Like most that run a gym, they aren't doing it for the money. Let's face it, go down your Fortune 500 list, you don't see a lot of gym owners in that group, do you?
"It's not the money," said Lakin, a licensed and certified trainer, manager, cornerman by the Massachusetts State Boxing Commission and the United States Amateur Boxing Association. "I enjoy teaching." Whatever money is made is spent to cover the cost of running the gym.
And teach he does, from 4 in the afternoon to eight at night, Monday through Friday, Lakin dispenses his wisdom. His training methods focus on semi-private lessons, as opposed to classes of four or more students. Private (one-on-one) training is also available.
"They want to learn how to box, not be a boxer" Lakin says of his clientele. "I teach them on a pro level, we do the same routine."
And for those who have never boxed, it's an eye-opening and lung-burning experience.
"I have people, they come in, never boxed or anything and they ask me, 'Do you think I can become a boxer?' Boxing is probably the most difficult sport of all sports, it's one-on-one, there's a lot of focus, there's concentration, there's stamina, there's cardio, there's so many mental things in boxing."
Lakin mentions that it's not uncommon for martial artists, with black belts to come into his gym and participate in his lessons, that are simply exhausted after a single workout. It takes a special type of person to box.
"We're all different individuals, 'Do you like to fight? Have you ever fought? Do you think you could fight? Can you hit another man? Get your adrenaline flowing? If you beat somebody up, would that bother you? What if you get hurt? Would you quit?' All of those things I talk to them about."
"A lot of them say, 'No, I don't want to be a fighter but I'd like to learn from you' and that's fine with me. Because not everybody can be a fighter, it depends on the individual. Not everybody can be a basketball player or a football player."
And that's the irony of it all, it's people like this, that really keeps the gym afloat these days. The bottom line is that for a lot of gyms across the country, it's not the fighters that keep the money coming into the gym but the 'Average Joe' that pays its gym dues and for its private lessons that keep gyms alive.
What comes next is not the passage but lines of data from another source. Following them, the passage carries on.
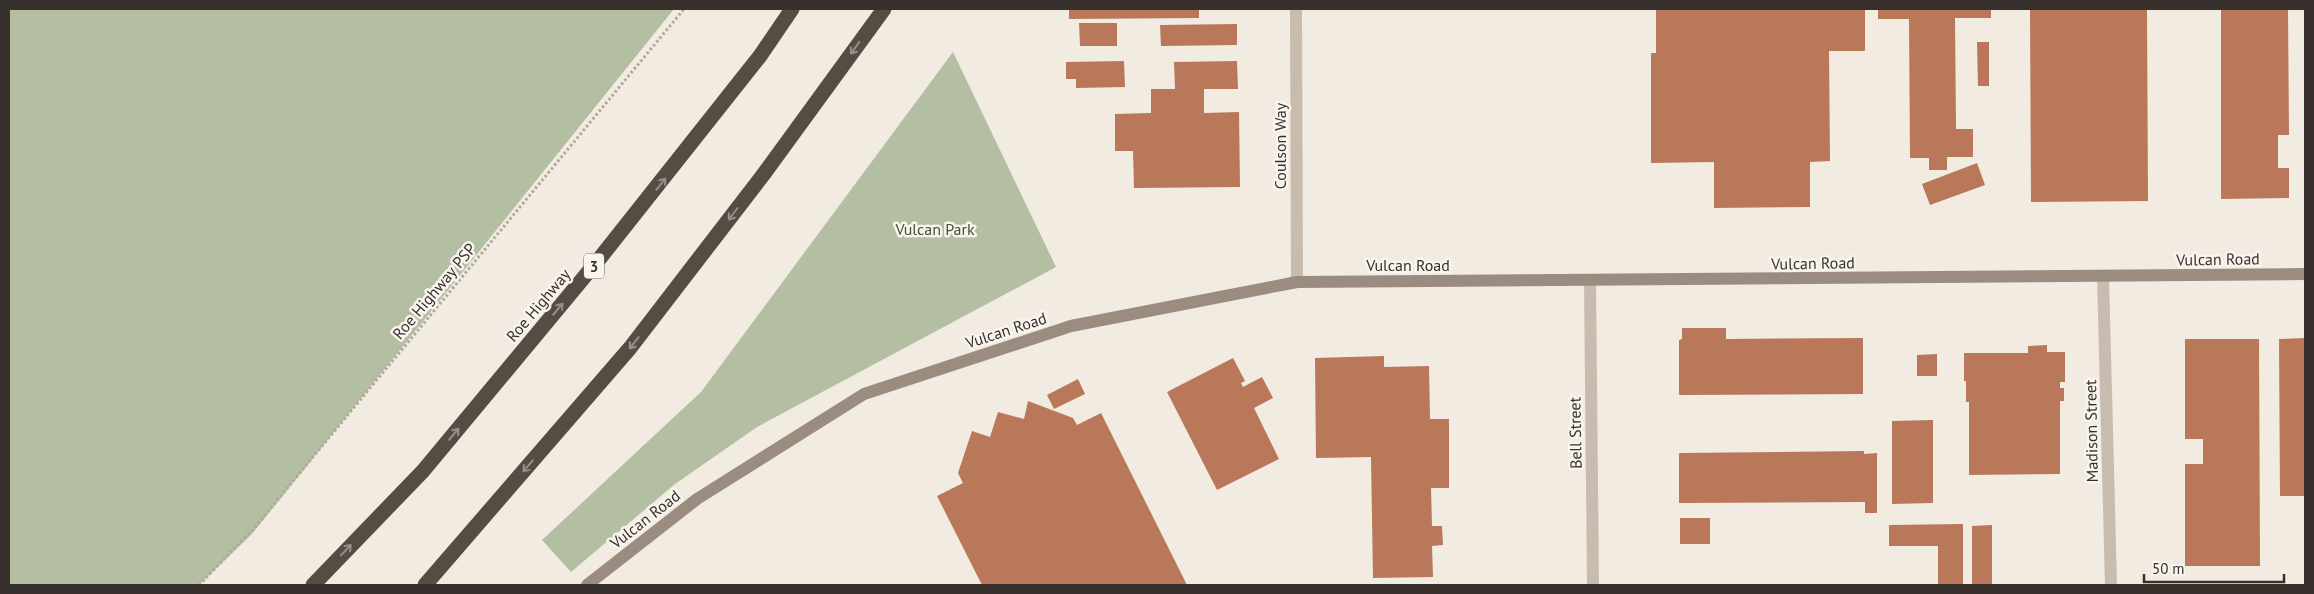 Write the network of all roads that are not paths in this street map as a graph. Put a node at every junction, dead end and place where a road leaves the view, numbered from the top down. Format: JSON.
{"nodes":[{"id":1,"x":790,"y":9,"type":"edge"},
{"id":2,"x":884,"y":9,"type":"edge"},
{"id":3,"x":1296,"y":9,"type":"edge"},
{"id":4,"x":2305,"y":274,"type":"edge"},
{"id":5,"x":2104,"y":276,"type":"junction"},
{"id":6,"x":1590,"y":281,"type":"junction"},
{"id":7,"x":1297,"y":282,"type":"junction"},
{"id":8,"x":312,"y":585,"type":"edge"},
{"id":9,"x":425,"y":585,"type":"edge"},
{"id":10,"x":587,"y":585,"type":"edge"},
{"id":11,"x":1593,"y":585,"type":"edge"},
{"id":12,"x":2111,"y":585,"type":"edge"}],
"edges":[{"from":8,"to":1,"type":"highway","name":"Roe Highway","number":"3","one_way":true},
{"from":2,"to":9,"type":"highway","one_way":true},
{"from":3,"to":7,"type":"street","name":"Coulson Way"},
{"from":4,"to":5,"type":"street","name":"Vulcan Road"},
{"from":5,"to":6,"type":"street","name":"Vulcan Road"},
{"from":5,"to":12,"type":"street","name":"Madison Street"},
{"from":6,"to":7,"type":"street","name":"Vulcan Road"},
{"from":6,"to":11,"type":"street","name":"Bell Street"},
{"from":7,"to":10,"type":"street","name":"Vulcan Road"}]}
"It's a shaky business," Lakin admits. When asked if other gyms have gone out of business around him, he answers, "Quite a few." The reality is just keeping a gym going with fighters is a shaky proposition unless you have that cash cow.
"On a local level, if you have ten fighters and they were professionals, lets say roughly they were making $2,000 to $3,000 a fight," said Lakin, giving an example. "You have these guys fairly active, that would help. But with the trainer and manager it's a 60-40 split, if you had 40-percent with ten fighters, you could make ends meet to keep a gym going."
Boxers Lakin has trained include Tim Flamos, the current New England Cruiserweight champion, Shota Tchigladze, and Narjee Shaheed. Lakin currently trains amateur fighter Mical Weisberg, the recent Cruiserweight division champion at the Rocky Marciano Tournament of Champions.
It's not the middleweights, welterweights and flyweight that are keeping gyms open, after all, many of these guys aren't that active, and most aren't making that much anyway. But you get that plumber, mechanic, electrician, lawyer or financial adviser to take several lessons a week, and that can add up.
In fact, from a trainer's standpoint, you're almost better off training civilians than professional prizefighters. Think about it, with a fighter, you get 10-percent of the purse, for hours upon hours of work put in on a daily basis. And unless your guy is fighting on HBO, your probably making minimum wage per hour if your lucky. When you train a guy who just got off his shift, he pays you immediately, and for every hour you put in with him. It beats working with a four rounder for three months who makes $500.
Box A Round gets around 15 people per day through it's doors that learn 'the Sweet Science'. Usually about half of them have made reservations for lessons, the other half satisfy their curiosity and take a peek into the gym.
The gym is equipped with the usual apparatus, from a 20-foot ring, seven heavy bags, three speed bags and double end bags. You don't have to be a professional to train like one at Box A Round.